Harapan 1.000 alat mesin pertanian (alsintan) yang pernah dijanjikan Presiden Ketujuh RI, Joko Widodo akan terbeli, malah menjadi bumerang bagi Zamroni.

Betapa tidak, dari 1.000 yang pernah dipesan oleh pemerintah pusat, baru terbayar 81 unit.

Sebagian lainnya, yakni kurang lebih 519 unit dibeli sejumlah pemerintah daerah dengan menggunakan APBD, bukan dari APBN.

Masih ada 400 unit alsintan yang disimpan di gudang perusahaannya di Kelurahan Mlilir, Kecamatan Dolopo, Kabupaten Madiun, Jawa Timur.

Baca juga: Salurkan 136 Unit Alsintan, Bupati Kebumen: Pertanian adalah Kekuatan Utama Kita

Tak kunjung dibayarnya pesanan itu berdampak kerugian serius yang dialami Zamroni.
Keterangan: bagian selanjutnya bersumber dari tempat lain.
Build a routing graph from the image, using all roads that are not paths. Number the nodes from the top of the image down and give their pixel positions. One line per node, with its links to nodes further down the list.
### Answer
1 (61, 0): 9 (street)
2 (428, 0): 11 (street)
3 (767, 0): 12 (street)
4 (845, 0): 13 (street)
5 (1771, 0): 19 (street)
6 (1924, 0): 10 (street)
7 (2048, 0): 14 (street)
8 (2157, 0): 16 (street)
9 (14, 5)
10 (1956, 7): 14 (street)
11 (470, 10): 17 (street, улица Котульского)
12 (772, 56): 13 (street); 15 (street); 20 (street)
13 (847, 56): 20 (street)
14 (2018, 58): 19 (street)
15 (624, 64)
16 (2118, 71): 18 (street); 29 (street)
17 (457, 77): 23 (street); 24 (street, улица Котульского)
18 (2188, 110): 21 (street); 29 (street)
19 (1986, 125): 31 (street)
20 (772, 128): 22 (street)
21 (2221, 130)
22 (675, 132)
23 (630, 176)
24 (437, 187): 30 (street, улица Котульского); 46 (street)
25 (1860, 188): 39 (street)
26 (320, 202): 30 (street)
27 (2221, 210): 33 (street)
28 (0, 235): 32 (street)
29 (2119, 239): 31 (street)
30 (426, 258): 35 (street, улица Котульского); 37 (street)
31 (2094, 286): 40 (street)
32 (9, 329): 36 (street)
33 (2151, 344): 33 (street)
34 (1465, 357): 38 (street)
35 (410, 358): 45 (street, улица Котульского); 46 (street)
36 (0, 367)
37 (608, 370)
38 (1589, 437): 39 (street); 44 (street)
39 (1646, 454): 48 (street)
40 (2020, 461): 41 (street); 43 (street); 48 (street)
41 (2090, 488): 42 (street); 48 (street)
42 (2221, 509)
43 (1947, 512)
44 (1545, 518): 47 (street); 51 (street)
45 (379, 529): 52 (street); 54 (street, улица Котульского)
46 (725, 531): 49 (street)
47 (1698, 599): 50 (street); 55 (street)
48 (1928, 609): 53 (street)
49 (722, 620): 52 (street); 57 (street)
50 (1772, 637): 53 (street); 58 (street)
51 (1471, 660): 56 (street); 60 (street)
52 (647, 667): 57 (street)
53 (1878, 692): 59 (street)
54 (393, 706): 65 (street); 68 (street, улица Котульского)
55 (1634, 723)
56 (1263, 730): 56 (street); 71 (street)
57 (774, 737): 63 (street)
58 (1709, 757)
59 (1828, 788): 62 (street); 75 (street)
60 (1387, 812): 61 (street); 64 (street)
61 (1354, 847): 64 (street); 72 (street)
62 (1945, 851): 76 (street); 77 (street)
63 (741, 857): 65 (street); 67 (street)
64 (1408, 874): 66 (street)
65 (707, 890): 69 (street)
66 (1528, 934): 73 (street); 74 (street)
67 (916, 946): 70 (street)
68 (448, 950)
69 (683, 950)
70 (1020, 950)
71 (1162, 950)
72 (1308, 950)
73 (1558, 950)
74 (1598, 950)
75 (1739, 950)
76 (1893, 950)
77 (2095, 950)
Total kerugian yang diderita mencapai Rp 60 miliar.

Tidak hanya di situ, lantaran merugi, perusahaannya pun harus membayar pajak dengan total Rp 1.480.800.963 sejak tahun 2021.

Dari jumlah itu, ia hanya mampu mencicil Rp 981.721.765.

Tak kuat membayar sisa pajak sebesar Rp 499 jutaan yang harus dibayar, Zamroni memilih menyerahkan empat unit mesin alsintan kepada kantor pajak untuk disita sebagai ganti pembayaran tunggakan pajak.

Satu unit alsintan combine harvester biasa dijualnya Rp 122 juta.

“Kami sudah tidak sanggup lagi membayar denda yang sudah menumpuk. Makanya kami ikhlaskan alsintan kemarin disita petugas pajak untuk membayar kekurangan pajak negara sebagai bentuk tanggung jawab kami sebagai warga negara Indonesia. Gegara masalah ini, saya sampai sakit jantung,” kata Zamroni, Jumat (19/9/2025).

Menurutnya, saat ini uangnya di rekening bank tersisa Rp 170 juta.

Baca juga: Terima Bantuan Alsintan Rp 1,5 Miliar, Petani di Semarang Diwanti-wanti Bupati Tak Menjualnya

Uang yang tersisa di rekening bank itu pun hanya cukup untuk membayar karyawan selama dua bulan.

Berutang ke bank 

Zamroni bercerita, untuk membuat 1.000 unit mesin alat pemanen padi pesanan Presiden Jokowi, ia berutang ke beberapa bank dengan total uang sebesar Rp 60 miliar.

“Modal yang kami gunakan untuk produksi adalah modal pinjaman dari beberapa bank. Karena modal saya tidak banyak, saya mengambil utang ke beberapa bank dengan total nilai Rp 60 miliar," ujar Zamroni.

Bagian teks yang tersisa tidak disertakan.